Optimizing an Airflow DAG development lifecycle

Optimizing an Airflow DAG development lifecycle
Photo by Drew Beamer / Unsplash

xgeeks mission is to transform teams into high-performing organizations. In one of our projects accelerating an organization's performance, we have taken on the responsibility of managing the data infrastructure for a leading automaker to improve its development speed and quality. This article shows you how we solved one of the pain points we identified, leveraging the elasticity of the cloud, a DevOps mindset, and cloud-native capabilities.

The scope and primary objective were to fetch and process data used to populate vehicle information data to be consumed by different APIs. This involved a data pipeline process, where the data had to be extracted, transformed, validated, and enriched based on a set of predefined rules.

Airflow was the workflow management tool, which served as the central component of the data pipeline. In Airflow, each workflow is represented as a Directed Acyclic Graph (DAG) written in Python. Although the technical details of Airflow are beyond the scope of this article, it suffices to say that it plays a crucial role in ensuring the data quality and smooth operation of the system. It fetches data, processes it, and ensures that other components receive the data in the required format, being a key component of the data infrastructure.

We realized there was a challenge in the DAG's development lifecycle and we took it as an opportunity to dramatically increase its speed, quality, and developer experience.

If you're interested in knowing how we improved Lead Time For Change by a factor of 3 while at the same time improving Change Failure Rate, keep reading!

Deep into the challenge

By having a look at the software development lifecycle of the DAG's we identified a big bottleneck.

The team was following a GitFlow approach with feature branching. Each developer created his own feature branch and only after merging and deploying to the E2E test environment, QA Engineers could start the feedback loop with engineers.

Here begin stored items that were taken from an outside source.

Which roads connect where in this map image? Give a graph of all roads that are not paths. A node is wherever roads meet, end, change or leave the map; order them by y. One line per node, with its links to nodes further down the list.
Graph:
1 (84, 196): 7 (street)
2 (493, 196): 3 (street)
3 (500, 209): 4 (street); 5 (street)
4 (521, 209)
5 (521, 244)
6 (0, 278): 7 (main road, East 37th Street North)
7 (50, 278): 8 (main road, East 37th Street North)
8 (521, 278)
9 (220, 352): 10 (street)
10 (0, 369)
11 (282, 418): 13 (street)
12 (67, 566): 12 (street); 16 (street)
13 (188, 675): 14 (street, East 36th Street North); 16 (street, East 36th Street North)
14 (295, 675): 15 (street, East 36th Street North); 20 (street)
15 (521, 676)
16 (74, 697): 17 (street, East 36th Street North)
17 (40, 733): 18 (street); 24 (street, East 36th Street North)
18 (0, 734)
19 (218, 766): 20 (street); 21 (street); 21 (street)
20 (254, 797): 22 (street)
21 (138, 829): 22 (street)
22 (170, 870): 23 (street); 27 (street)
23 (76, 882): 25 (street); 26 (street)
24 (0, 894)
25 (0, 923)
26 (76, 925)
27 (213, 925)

Here's a very simple overview:

Bottleneck on the E2E and integration environment of the SDLC
  1. Ana works on their local development environments and get direct feedback from unit tests and does first validations running DAG's against mocked data
  2. A pull request is opened by Ana for John to review and if everything is ok, it's deployed to the end 2 end test environment
  3. QA engineers now can perform quality checks against more complete data on the End 2 End test environment
  4. John has his work completed, but it can't be deployed / it's risky to deploy to the End 2 End test environment since QA engineers only have one single shared environment

The existing setup had two major issues.

1) It was underoptimized for the available resources

QA engineers could be doing more quality checks but were relying on and were blocked by the worries (described below) that one single shared instance to perform E2E tests create. Needless to say that this was a huge hassle and it was dragging the entire release process.

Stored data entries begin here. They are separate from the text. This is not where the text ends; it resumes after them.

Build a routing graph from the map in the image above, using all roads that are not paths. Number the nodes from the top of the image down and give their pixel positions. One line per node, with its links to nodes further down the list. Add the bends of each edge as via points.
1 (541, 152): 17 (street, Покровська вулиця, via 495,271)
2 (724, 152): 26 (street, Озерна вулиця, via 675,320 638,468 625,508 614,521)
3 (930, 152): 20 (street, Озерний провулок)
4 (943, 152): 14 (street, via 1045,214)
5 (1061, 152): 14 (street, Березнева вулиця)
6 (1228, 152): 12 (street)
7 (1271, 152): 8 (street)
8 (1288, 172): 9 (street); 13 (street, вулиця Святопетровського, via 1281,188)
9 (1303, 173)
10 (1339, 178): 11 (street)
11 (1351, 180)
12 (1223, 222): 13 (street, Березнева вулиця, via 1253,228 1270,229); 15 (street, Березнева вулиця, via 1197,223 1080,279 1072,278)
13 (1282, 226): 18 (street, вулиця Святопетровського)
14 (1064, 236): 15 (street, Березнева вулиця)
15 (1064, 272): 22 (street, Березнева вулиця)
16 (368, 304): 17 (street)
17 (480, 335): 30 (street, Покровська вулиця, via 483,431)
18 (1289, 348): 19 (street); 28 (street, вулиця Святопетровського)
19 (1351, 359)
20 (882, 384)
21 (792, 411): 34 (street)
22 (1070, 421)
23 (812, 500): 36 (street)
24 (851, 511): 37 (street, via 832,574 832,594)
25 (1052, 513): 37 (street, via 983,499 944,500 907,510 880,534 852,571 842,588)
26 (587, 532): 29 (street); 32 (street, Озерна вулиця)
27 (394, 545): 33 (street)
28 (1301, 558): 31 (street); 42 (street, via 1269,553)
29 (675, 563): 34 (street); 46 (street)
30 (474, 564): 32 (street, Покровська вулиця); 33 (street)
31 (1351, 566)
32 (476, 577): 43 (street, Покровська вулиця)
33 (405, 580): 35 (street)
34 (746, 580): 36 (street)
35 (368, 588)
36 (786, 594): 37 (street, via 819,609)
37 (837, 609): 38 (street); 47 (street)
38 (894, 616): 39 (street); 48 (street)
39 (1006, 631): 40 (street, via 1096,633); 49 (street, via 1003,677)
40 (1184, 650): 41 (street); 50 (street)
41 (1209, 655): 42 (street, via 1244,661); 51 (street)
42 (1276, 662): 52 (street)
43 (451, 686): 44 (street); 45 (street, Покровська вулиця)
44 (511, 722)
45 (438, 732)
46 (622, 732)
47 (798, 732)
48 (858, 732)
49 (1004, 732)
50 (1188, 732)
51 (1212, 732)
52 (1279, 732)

2) It was affecting the validation quality

When performing any kind of quality check on the DAGs, test data management and ensuring a valid initial state of the environment is critical to ensure the quality of the tests to avoid any false errors and takeaways out of incorrect starting state. A lot of coordination and communication was needed between quality engineers and even developers in order for this to work, making it borderline impossible to manage.

In order to enhance our quality check process, we have recognized the need for isolated environments where QA engineers can run end-to-end (E2E) tests on specific DAGs without affecting the shared testing environment. For example, when testing a DAG that cleans up database data, it is not ideal to perform these tests in a shared environment where other individuals might be relying on the database state for their own tests. Although backups from snapshots are possible, it would be advantageous to have dedicated, reproducible and ephemeral environments with proper test data management for QA testing purposes.

Shifting quality left with APEs

To address this, we have decided to enable QA engineers to start having an impact in the Pull Request stage, or even before! Allowing QA engineers to perform E2E tests as early as possible in the development process. We did this by launching isolated environments for each feature/DAG, allowing the QA team to target specific tests without impacting other ongoing tests. This approach seamlessly integrates E2E tests into our existing GitFlow without the need for any significant changes to the existing processes.

We called these environments Airflow Preview Environments (APE).

QA Engineers contribute to earlier steps of the development lifecycle

Airflow Preview Environments implementation

In a nutshell, an Airflow Preview Environment needed to be:

  • Isolated
  • Ephemeral
  • Reproducible
  • Deterministic
  • Fully automated
  • Fully packed with everything we need for E2E/integration testing

Our goal was to spin up a minimal operational Airflow environment isolated from everything else, to be used on demand and then deleted when the DAG has been through the QA engineers' feedback loop.

How did we integrate them into the development lifecycle?

Git Flow enhanced by APE's
  1. A new branch (feature1) is opened from our main branch (default)
  2. A team member works on his feature1 branch
  3. It then opens a Pull Request (PR) to our main branch
  4. The Pull Request automatically triggers the spin-up of one dedicated APE
  5. A new environment is automatically created and the developers can easily share the spun-up APE with the QA Engineer
  6. Once the PR is closed, the APE is automatically destroyed

Tools and technologies used?

Here’s an overview of the infrastructure stack and technologies, and how we used them to achieve our goal

  • Kubernetes — as our orchestration tool. This was the orchestration tool already used for all other environments (dev, staging, production) so it made sense to use it to also deploy our APE.
  • Helm — For managing Kubernetes-based apps
  • GitHub Actions — All our CI/CD pipelines ran on top of GitHub Actions
  • AWS Secrets Manager — To securely manage the secrets needed
GitHub Actions trigger APE launch

Let’s now take a look at the GitHub Action responsible for the lifecycle of an Airflow Preview Environment.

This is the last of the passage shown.